INFORMATION SUPPLIED =>

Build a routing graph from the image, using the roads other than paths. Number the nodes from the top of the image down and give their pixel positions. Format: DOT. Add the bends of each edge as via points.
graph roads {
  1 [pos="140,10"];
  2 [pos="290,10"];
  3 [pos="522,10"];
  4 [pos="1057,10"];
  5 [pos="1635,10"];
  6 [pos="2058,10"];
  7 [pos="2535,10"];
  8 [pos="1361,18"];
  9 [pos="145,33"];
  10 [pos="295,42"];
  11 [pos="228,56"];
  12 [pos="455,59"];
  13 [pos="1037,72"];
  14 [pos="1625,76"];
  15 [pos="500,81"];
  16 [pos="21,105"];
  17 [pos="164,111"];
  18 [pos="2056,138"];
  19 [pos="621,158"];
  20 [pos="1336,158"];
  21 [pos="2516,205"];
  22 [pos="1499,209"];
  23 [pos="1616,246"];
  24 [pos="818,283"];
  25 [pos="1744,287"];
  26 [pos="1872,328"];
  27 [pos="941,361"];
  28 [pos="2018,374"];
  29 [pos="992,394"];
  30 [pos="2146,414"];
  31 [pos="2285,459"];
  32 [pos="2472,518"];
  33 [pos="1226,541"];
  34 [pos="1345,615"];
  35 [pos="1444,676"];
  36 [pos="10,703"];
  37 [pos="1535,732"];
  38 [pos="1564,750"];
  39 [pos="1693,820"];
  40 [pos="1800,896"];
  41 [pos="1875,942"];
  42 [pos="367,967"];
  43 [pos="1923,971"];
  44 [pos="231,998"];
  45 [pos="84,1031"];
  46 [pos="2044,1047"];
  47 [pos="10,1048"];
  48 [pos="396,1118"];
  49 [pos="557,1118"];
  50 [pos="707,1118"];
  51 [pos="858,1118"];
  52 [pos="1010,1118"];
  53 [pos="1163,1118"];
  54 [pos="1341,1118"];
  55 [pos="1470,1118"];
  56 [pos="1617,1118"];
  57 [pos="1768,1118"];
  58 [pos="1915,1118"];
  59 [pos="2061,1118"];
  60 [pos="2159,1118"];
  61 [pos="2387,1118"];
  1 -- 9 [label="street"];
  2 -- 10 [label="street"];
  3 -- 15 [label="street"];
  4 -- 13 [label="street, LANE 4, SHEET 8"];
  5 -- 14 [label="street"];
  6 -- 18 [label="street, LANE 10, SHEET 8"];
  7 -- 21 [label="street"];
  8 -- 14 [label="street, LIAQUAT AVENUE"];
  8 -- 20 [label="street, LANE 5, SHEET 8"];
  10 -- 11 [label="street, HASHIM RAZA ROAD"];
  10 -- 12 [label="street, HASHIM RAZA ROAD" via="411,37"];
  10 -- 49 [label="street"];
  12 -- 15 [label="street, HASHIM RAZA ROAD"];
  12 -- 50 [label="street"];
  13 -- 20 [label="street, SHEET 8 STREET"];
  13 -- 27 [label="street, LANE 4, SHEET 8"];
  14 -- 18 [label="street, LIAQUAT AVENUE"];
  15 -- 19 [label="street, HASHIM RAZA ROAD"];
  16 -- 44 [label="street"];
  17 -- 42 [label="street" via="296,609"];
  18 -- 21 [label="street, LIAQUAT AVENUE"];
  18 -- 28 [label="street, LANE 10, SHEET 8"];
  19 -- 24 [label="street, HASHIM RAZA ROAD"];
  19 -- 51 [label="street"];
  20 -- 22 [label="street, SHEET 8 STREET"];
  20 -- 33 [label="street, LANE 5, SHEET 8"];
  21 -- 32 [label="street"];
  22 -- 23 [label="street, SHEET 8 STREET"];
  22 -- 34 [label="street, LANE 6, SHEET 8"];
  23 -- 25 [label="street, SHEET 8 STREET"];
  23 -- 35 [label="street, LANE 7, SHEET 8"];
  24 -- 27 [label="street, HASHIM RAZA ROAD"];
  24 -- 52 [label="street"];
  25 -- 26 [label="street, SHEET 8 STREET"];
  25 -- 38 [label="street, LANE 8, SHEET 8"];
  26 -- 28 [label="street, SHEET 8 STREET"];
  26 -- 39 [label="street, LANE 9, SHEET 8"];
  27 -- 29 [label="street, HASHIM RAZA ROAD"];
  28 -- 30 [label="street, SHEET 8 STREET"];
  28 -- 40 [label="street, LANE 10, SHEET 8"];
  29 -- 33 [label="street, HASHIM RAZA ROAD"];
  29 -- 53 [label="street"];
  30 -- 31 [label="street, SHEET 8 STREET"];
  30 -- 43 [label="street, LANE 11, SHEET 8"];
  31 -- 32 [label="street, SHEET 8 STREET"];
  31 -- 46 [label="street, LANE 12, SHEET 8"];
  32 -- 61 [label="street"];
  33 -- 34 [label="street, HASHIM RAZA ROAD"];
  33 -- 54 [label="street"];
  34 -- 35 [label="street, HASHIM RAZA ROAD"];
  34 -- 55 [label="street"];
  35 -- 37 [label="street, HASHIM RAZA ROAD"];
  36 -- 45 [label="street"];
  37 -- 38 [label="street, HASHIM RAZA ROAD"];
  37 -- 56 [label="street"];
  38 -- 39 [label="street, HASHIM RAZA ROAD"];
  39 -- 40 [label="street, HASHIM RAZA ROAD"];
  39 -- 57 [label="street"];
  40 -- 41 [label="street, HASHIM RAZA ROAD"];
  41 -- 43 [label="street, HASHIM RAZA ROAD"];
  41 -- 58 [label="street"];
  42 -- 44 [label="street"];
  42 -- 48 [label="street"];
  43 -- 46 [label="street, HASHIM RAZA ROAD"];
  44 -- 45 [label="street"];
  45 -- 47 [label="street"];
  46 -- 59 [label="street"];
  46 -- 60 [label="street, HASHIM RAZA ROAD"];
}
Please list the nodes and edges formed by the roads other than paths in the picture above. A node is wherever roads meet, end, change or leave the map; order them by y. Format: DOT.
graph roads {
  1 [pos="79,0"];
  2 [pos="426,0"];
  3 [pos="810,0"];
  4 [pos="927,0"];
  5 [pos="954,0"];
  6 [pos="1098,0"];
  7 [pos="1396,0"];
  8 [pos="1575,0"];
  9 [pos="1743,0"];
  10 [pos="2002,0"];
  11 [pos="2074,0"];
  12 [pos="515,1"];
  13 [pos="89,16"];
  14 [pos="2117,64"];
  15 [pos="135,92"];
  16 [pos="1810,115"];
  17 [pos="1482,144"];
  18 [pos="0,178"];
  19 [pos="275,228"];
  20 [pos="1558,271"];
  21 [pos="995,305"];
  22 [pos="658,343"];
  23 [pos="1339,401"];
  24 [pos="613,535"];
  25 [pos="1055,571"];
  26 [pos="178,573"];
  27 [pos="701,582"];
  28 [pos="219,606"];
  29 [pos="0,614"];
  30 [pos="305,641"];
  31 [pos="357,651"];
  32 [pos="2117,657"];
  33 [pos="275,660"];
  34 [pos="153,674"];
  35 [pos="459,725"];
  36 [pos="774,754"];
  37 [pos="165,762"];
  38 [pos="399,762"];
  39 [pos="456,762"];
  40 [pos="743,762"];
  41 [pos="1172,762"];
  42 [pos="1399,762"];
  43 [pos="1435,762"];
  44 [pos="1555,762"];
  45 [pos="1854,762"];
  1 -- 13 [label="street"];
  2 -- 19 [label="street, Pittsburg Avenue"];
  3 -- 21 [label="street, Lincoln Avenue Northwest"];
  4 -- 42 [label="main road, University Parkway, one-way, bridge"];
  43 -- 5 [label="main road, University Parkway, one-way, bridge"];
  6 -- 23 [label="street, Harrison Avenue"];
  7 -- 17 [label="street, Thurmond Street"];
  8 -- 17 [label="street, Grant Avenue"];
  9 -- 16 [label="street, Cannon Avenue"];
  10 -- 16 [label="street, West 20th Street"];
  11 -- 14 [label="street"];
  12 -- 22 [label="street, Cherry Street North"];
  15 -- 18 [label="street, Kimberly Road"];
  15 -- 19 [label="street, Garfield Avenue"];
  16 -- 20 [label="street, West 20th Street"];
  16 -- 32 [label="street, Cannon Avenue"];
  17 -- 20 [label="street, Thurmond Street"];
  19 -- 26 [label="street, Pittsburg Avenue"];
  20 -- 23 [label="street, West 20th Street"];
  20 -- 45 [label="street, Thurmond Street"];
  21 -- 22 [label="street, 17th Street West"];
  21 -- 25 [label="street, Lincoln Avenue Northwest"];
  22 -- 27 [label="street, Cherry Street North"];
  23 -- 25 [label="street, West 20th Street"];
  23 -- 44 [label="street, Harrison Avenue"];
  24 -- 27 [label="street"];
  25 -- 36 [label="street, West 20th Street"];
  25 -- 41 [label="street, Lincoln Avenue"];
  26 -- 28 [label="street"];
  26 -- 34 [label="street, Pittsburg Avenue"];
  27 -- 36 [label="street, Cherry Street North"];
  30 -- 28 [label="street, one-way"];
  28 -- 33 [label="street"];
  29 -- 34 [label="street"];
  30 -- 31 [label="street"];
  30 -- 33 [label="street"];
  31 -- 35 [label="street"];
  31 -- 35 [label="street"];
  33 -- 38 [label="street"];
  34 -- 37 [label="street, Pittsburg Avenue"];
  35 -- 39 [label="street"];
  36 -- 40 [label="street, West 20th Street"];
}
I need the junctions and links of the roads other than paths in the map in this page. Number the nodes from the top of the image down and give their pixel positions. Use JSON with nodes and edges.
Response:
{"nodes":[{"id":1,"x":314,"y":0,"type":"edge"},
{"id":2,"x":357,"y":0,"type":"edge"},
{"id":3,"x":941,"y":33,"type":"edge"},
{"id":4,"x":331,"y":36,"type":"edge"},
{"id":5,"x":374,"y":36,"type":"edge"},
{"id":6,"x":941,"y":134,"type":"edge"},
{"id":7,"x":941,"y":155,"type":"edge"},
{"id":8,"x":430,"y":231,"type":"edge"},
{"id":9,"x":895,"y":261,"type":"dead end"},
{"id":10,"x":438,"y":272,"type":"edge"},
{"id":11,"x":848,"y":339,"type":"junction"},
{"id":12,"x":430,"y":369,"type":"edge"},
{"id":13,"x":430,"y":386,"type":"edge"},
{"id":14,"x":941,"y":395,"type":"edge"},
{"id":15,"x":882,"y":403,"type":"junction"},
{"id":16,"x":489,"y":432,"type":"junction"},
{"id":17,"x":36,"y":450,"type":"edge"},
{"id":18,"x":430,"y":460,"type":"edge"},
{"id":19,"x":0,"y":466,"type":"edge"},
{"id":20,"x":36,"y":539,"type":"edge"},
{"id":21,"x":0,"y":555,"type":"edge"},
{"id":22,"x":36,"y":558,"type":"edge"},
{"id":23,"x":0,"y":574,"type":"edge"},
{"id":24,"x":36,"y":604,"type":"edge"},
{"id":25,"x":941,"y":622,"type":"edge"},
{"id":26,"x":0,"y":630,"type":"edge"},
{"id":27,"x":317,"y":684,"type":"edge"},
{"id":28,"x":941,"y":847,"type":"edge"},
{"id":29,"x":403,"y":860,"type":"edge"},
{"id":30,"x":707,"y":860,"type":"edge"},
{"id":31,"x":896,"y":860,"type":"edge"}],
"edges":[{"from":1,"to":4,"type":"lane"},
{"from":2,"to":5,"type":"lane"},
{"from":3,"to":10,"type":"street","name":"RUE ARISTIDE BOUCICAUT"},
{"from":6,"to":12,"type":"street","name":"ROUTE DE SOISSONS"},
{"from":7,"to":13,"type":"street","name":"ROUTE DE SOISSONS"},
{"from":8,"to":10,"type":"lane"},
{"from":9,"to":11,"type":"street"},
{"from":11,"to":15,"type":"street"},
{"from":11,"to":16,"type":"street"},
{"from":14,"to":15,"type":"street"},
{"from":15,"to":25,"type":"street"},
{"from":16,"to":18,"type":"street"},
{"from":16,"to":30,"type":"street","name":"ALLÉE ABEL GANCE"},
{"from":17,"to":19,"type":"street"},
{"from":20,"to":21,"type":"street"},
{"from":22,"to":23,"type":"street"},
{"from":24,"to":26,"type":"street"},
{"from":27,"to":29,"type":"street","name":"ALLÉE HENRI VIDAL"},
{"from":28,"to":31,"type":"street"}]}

WORK INSTRUCTIONS =>
Give only the number of lines in the entries above that contain the string "name".

EXPECTED ANSWER =>
5